For sorting, I defined a function called CompareCoutryGroups that takes two objects of type KeyValuePair<string, List<Winner>>, and returns -1, 0, or 1 according to the required criteria.

Of course, using that is quite trivial:

ObjectsDemo p = new ObjectsDemo();

IEnumerable<Winner> winners = UCL.GetWinners();

p.ListByCountriesClassic(winners);

and the output is:

Spain: 4
2006    Barcelona
2002    Real Madrid
2000    Real Madrid
1998    Real Madrid
Italy: 3
2003    AC Milan
1996    Juventus
1994    AC Milan
England: 2
2005    Liverpool
1999    Manchester Utd.
Germany: 2
2001    Bayern Munchen
1997    Borussia Dortmund
France: 1
1993    Olympique de Marseille
Netherlands: 1
1995    AFC Ajax
Portugal: 1
2004    FC Porto

You can see that Spain is first with 4 wins, followed by Italy with 3, and then England and Germany, both with 2 wins, but sorted ascending, alphabetically. The same for France, Netherlands, and Portugal, each with 1 win.

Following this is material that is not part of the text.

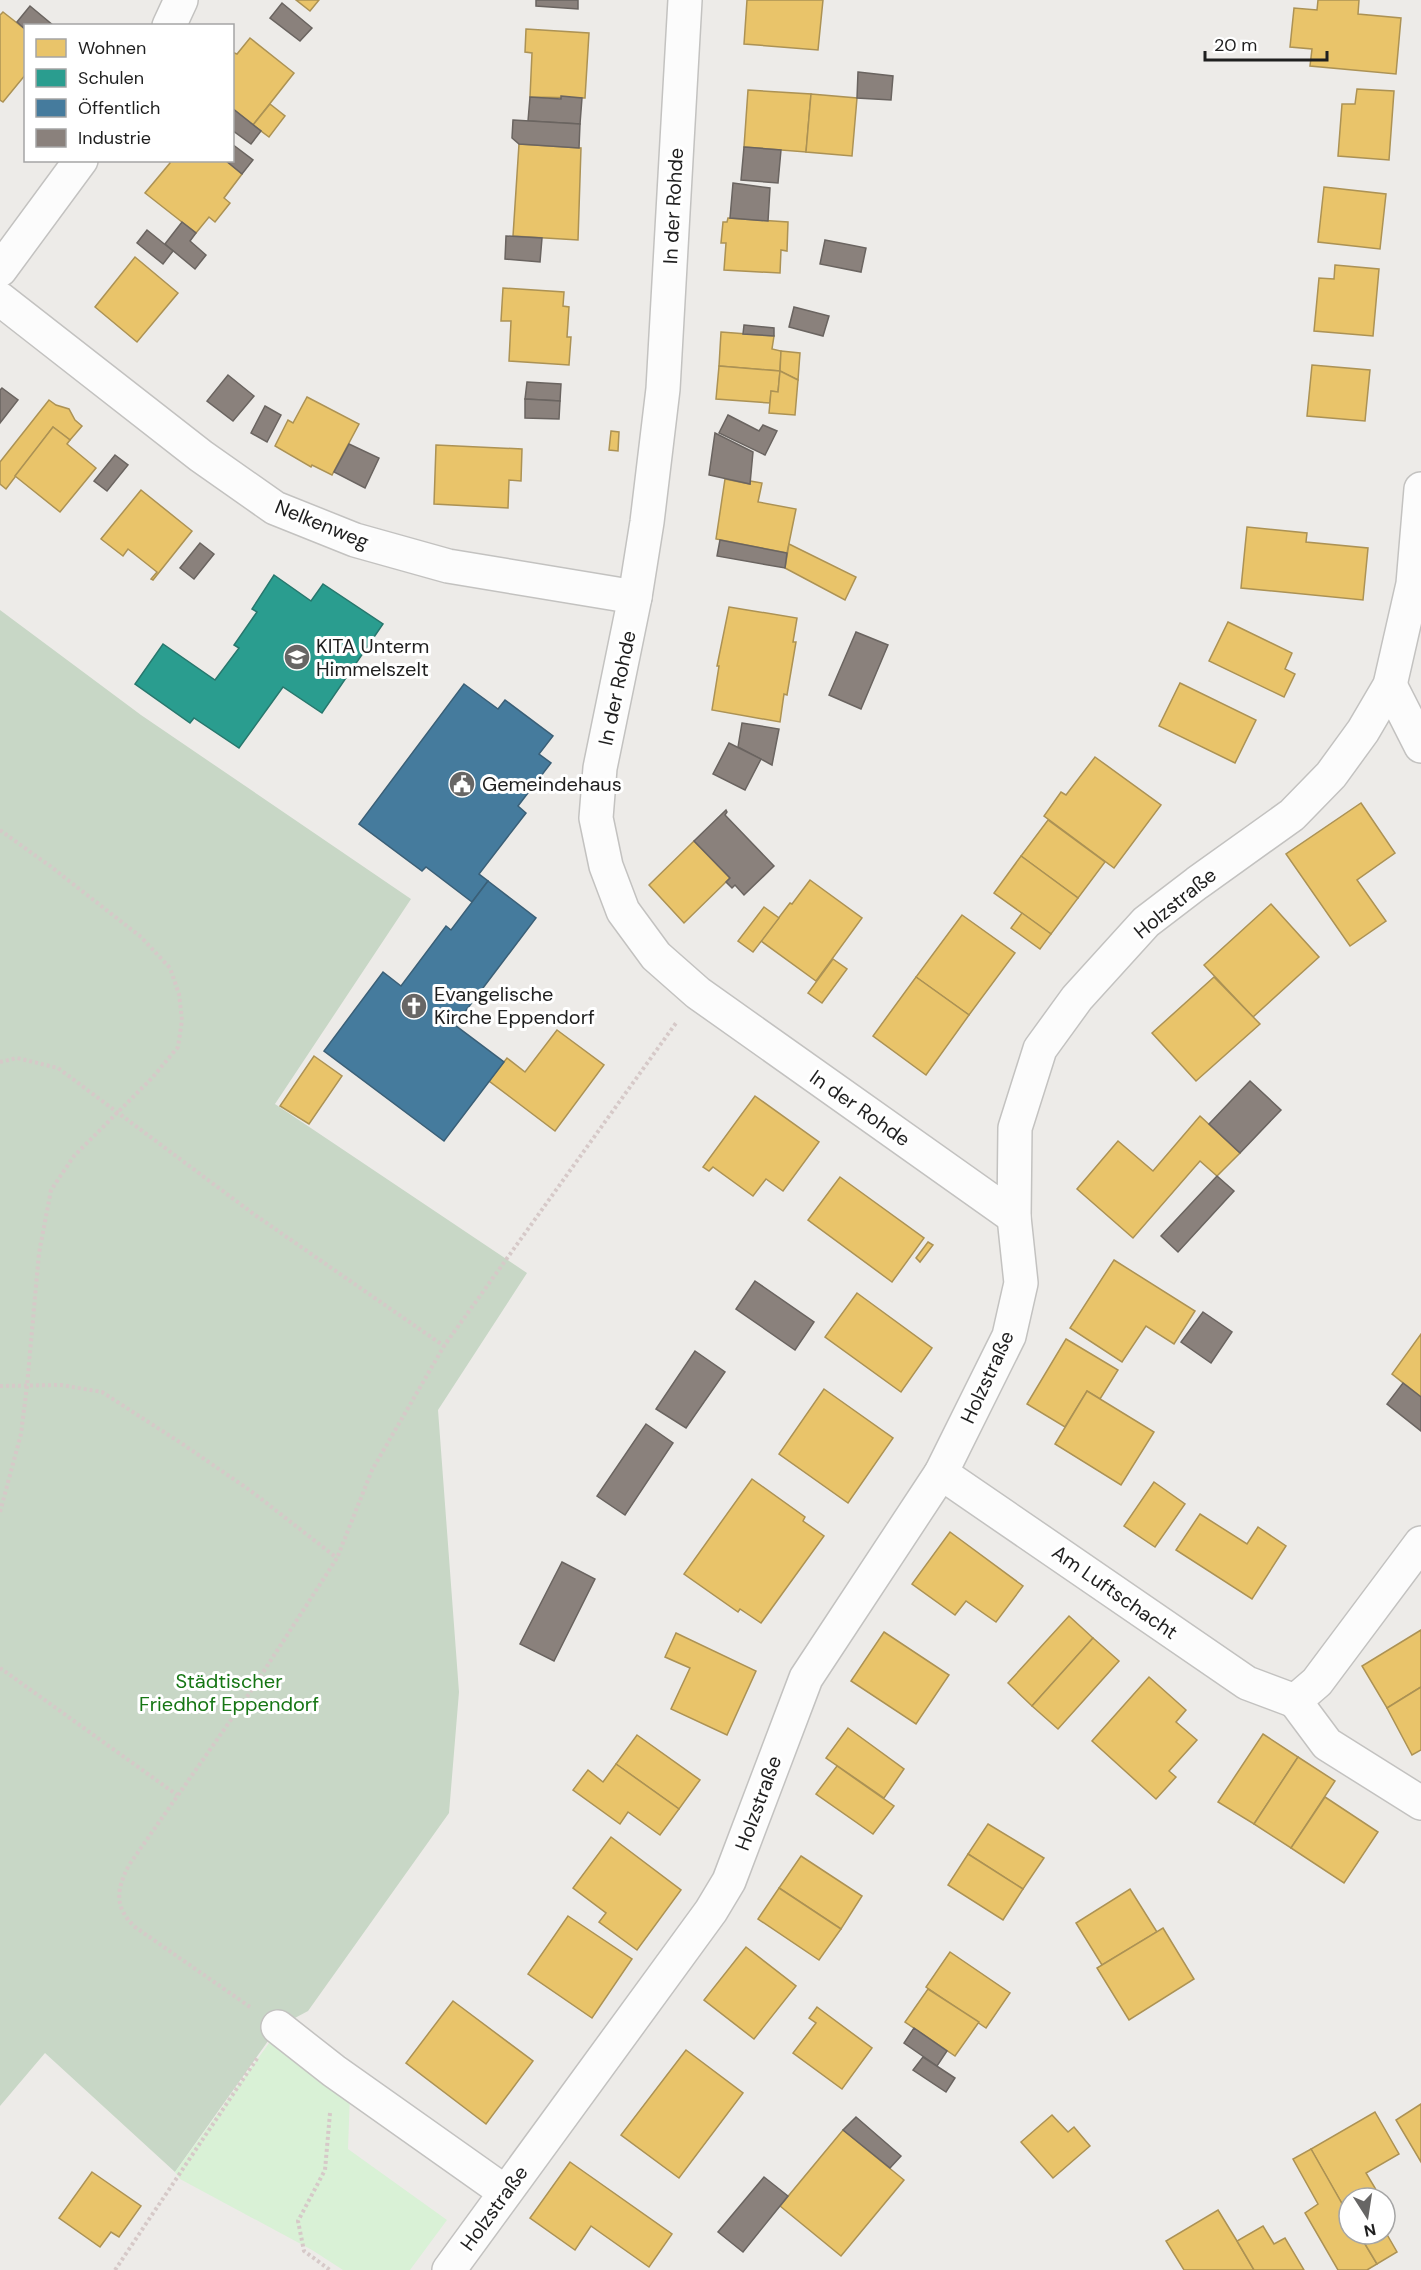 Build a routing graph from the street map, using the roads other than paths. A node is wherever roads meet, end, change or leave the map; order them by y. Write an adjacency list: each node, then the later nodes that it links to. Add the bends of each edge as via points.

Introduction to LINQ, Part 1: LINQ to Objects

The LINQ Approach

All that can be greatly simplified with a LINQ query:

/// <summary>
/// list the winners using a query on the sequence of winners
/// </summary>
/// <param name="winners">sequence of winners</param>
public void ListByCountriesLINQ(IEnumerable<Winner> winners)
{
   // select the winners,
   // grouped by countries,
   // ordered the number of winners from each country and the name
   // of the country as the second criteria
   var result = from w in winners
                group w by w.Country into groups
                orderby groups.ToList().Count descending,
                groups.Key
                select groups;

   // print the groups
   foreach (var item in result)
   {
      Console.WriteLine("{0}: {1}", item.Key, item.ToList().Count);

      foreach (Winner w in item.ToList())
      {
         Console.WriteLine("{0}\t{1}", w.Year, w.Name);
      }
   }
}

What you see in the code above is a query performed with the declarative syntax (or query syntax), which is very similar to the SQL syntax (but looks different in C# and VB.NET, the two languages that currently support it). IntelliSense has full support on the declarative syntax, which is a language-specific syntax on top of the .NET query operators.

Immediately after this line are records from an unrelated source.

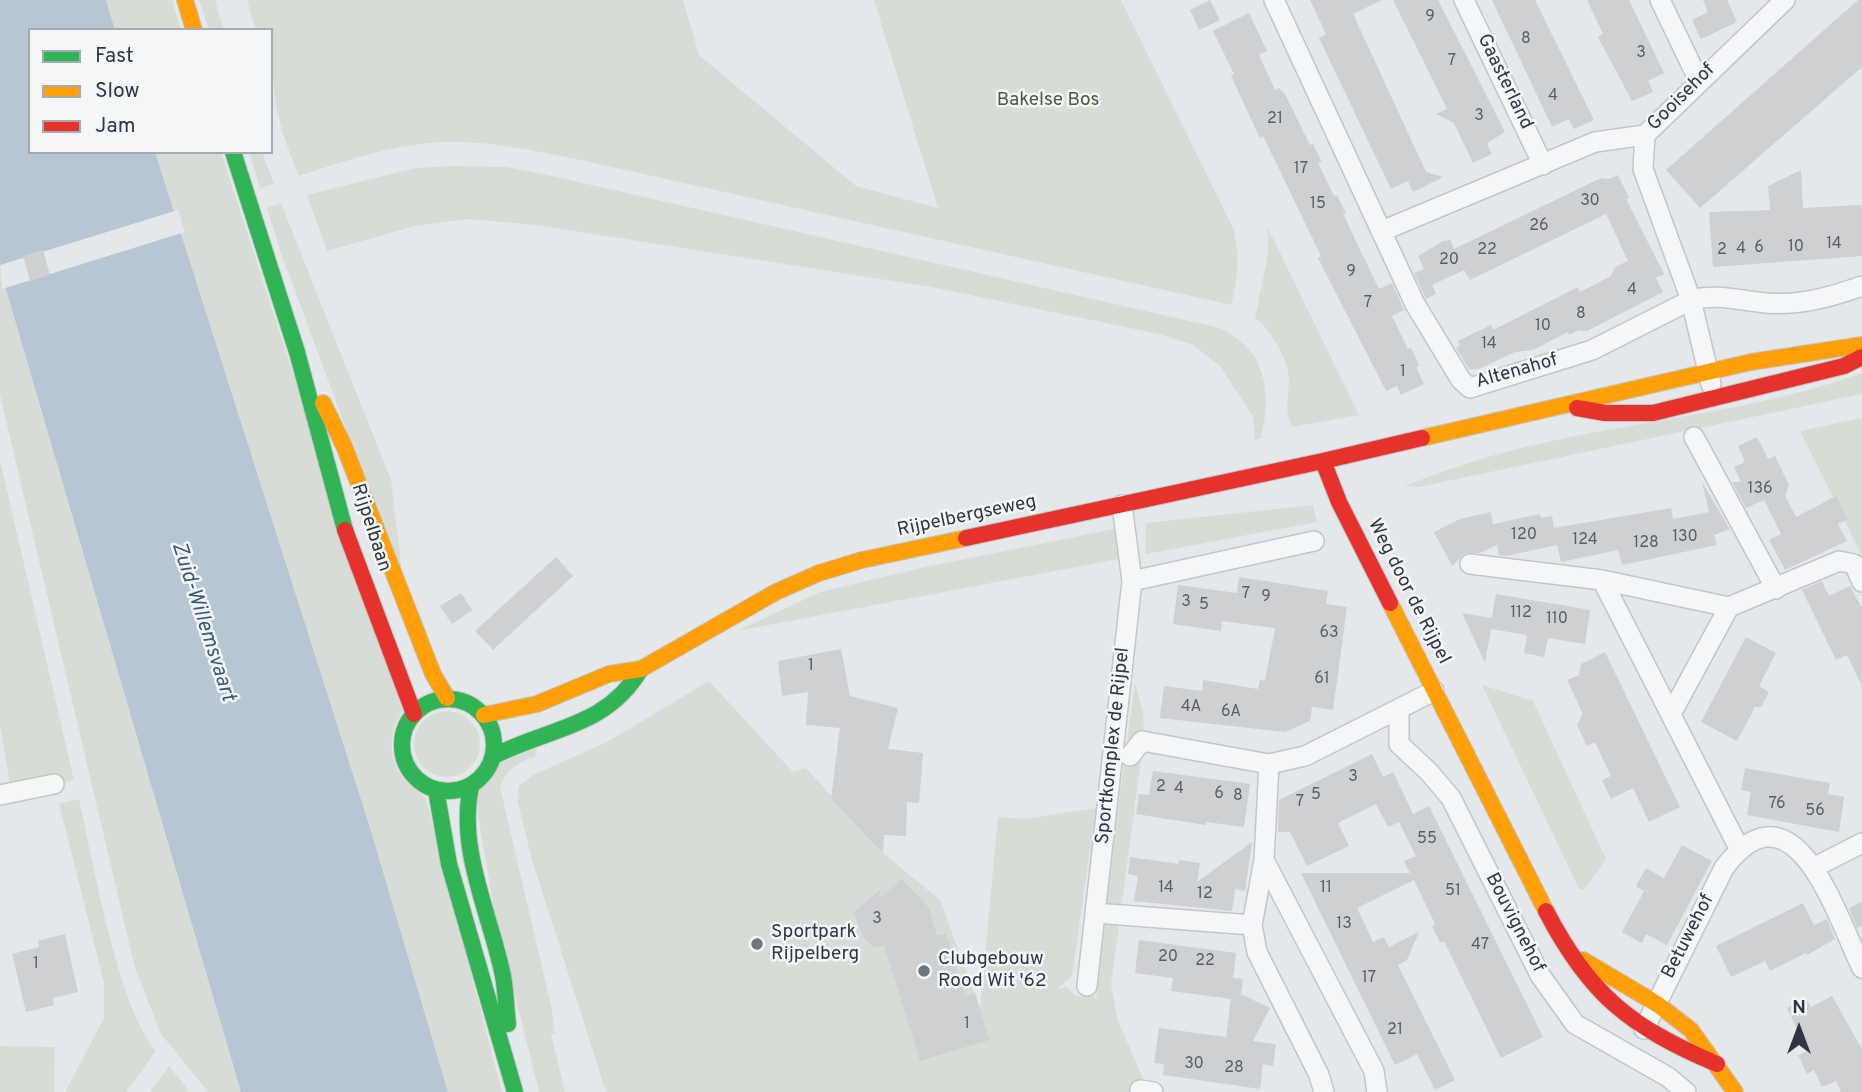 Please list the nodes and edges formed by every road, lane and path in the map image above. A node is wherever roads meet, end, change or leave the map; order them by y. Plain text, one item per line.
1 (185, 0) edge
2 (1273, 0) edge
3 (1464, 0) edge
4 (1660, 0) edge
5 (1785, 0) edge
6 (193, 28) edge
7 (1699, 81) junction
8 (1645, 135) junction
9 (234, 154) edge
10 (1543, 165) junction
11 (1382, 231) junction
12 (1862, 286) edge
13 (1691, 300) junction
14 (1862, 345) edge
15 (297, 352) junction
16 (1862, 357) edge
17 (1708, 373) junction
18 (1715, 399) junction
19 (1562, 406) junction
20 (1695, 437) dead end
21 (1323, 461) junction
22 (1122, 505) junction
23 (1314, 541) dead end
24 (1470, 564) dead end
25 (1602, 580) junction
26 (1132, 581) junction
27 (1862, 582) edge
28 (1776, 589) junction
29 (1729, 607) junction
30 (641, 669) junction
31 (1434, 691) junction
32 (447, 698) junction
33 (1399, 709) junction
34 (414, 714) junction
35 (1671, 714) junction
36 (484, 715) junction
37 (494, 755) junction
38 (1130, 756) dead end
39 (1269, 764) junction
40 (54, 784) dead end
41 (471, 787) junction
42 (436, 790) junction
43 (0, 795) edge
44 (1862, 843) edge
45 (1739, 848) junction
46 (1264, 860) junction
47 (1813, 867) junction
48 (1108, 914) dead end
49 (1252, 925) junction
50 (1575, 956) junction
51 (1862, 968) edge
52 (1087, 986) dead end
53 (1657, 1004) junction
54 (1644, 1029) junction
55 (1717, 1064) junction
56 (515, 1092) edge
57 (1324, 1092) edge
58 (1377, 1092) edge
59 (1686, 1092) edge
60 (1735, 1092) edge

1 - 6 street
2 - 11 street, Altenahof
3 - 10 street, Gaasterland
4 - 7 street
5 - 7 street, Gooisehof
7 - 8 street, Gooisehof
8 - 10 street
8 - 13 street, Gooisehof
9 - 15 street, Rijpelbaan
10 - 11 street
11 - 13 street, Altenahof
12 - 13 street
13 - 17 street, Gooisehof
14 - 17 street
15 - 32 street, Rijpelbaan
15 - 34 street, Rijpelbaan
16 - 18 street
17 - 18 street, Gooisehof
17 - 19 street
18 - 19 street
19 - 21 street
20 - 28 street
21 - 22 street, Rijpelbergseweg
21 - 31 street, Weg door de Rijpel
22 - 26 street, Sportkomplex de Rijpel
22 - 30 street, Rijpelbergseweg
23 - 26 street
24 - 25 street
25 - 29 street
25 - 35 street
26 - 52 street, Sportkomplex de Rijpel
27 - 28 street
28 - 29 street
29 - 35 street
30 - 36 street, Rijpelbergseweg
30 - 37 street, Rijpelbergseweg
31 - 33 street
31 - 50 street, Weg door de Rijpel
32 - 34 street
32 - 36 street
33 - 39 street
33 - 59 street, Bouvignehof
34 - 42 street
35 - 45 street
36 - 37 street
37 - 41 street
38 - 39 street
39 - 46 street
40 - 43 street
41 - 42 street
41 - 56 street
42 - 56 street
44 - 47 street
45 - 47 street
45 - 53 street, Betuwehof
46 - 49 street
46 - 58 street
47 - 51 street
48 - 49 street
49 - 57 street
50 - 53 street, Weg door de Rijpel
50 - 54 street, Weg door de Rijpel
53 - 54 street, Betuwehof
53 - 55 street, Weg door de Rijpel
54 - 55 street, Weg door de Rijpel
55 - 60 street, Weg door de Rijpel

The query specifies that the winners are grouped by the country name, and the groups are ordered first by the number of elements, and in case of equality, the next criteria is the name of the country, and the projection of the query are the groups, which are later iterated and the winners are listed in the console. Of course, running the code would yield the same output.

What should be remarked here is the use of the keyword var as a placeholder for the type yielded by the query, which is actually IOrderedSequence<IGrouping<string, Winner>>. That is the sequence iterated in the foreach loop. I pointed out earlier that due to the use of the yield keyword, the source is iterated only when the result is iterated. In the absence of the foreach statement that iterates over the result of the query, the query is never executed. Thus, result actually only a description of a query.

Standard Query Operators

They allow querying any array or collection, and most of them are extension methods (defined in System.Query.Sequence and other classes). They are compliant to the .NET 2.0 common language specification. The arguments of the most operators are delegates, which means you could pass lambda expressions.

The same query shown with the query syntax can be put with he standard query operators like this:

/// <summary>
/// list the winners using a query with Standard Query Operators
/// (SQO) on the sequence of winners
/// </summary>
/// <param name="winners">sequence of winners</param>
public void ListByCountriesLINQwSQO(IEnumerable<Winner> winners)
{
   // select the winners,
   // grouped by countries,
   // ordered the number of winners from each country and the name
   // of country as second criteria
   var result = winners.
                GroupBy(w => w.Country).
                OrderByDescending(w => w.ToList().Count).
                ThenBy(w => w.Key).
                Select(w => w);

   // list the winners
   foreach (var item in result)
   {
      Console.WriteLine("{0}: {1}", item.Key, item.ToList().Count);

      foreach (Winner w in item.ToList())
      {
         Console.WriteLine("{0}\t{1}", w.Year, w.Name);
      }
   }
}

The GroupBy operator is applied on the collection winners (of type IEnumerable<Winner>), and on the result OrderByDescending is applied; then on the result ThenBy, and finally Select for projecting the groups of winners. As you can see, this is a chain of calls of functions that normally would produce intermediary results. Due to the use of the yield keyword and the mechanism of lazy evaluation, these results are avoided because the query is assembled at the latest possible moment.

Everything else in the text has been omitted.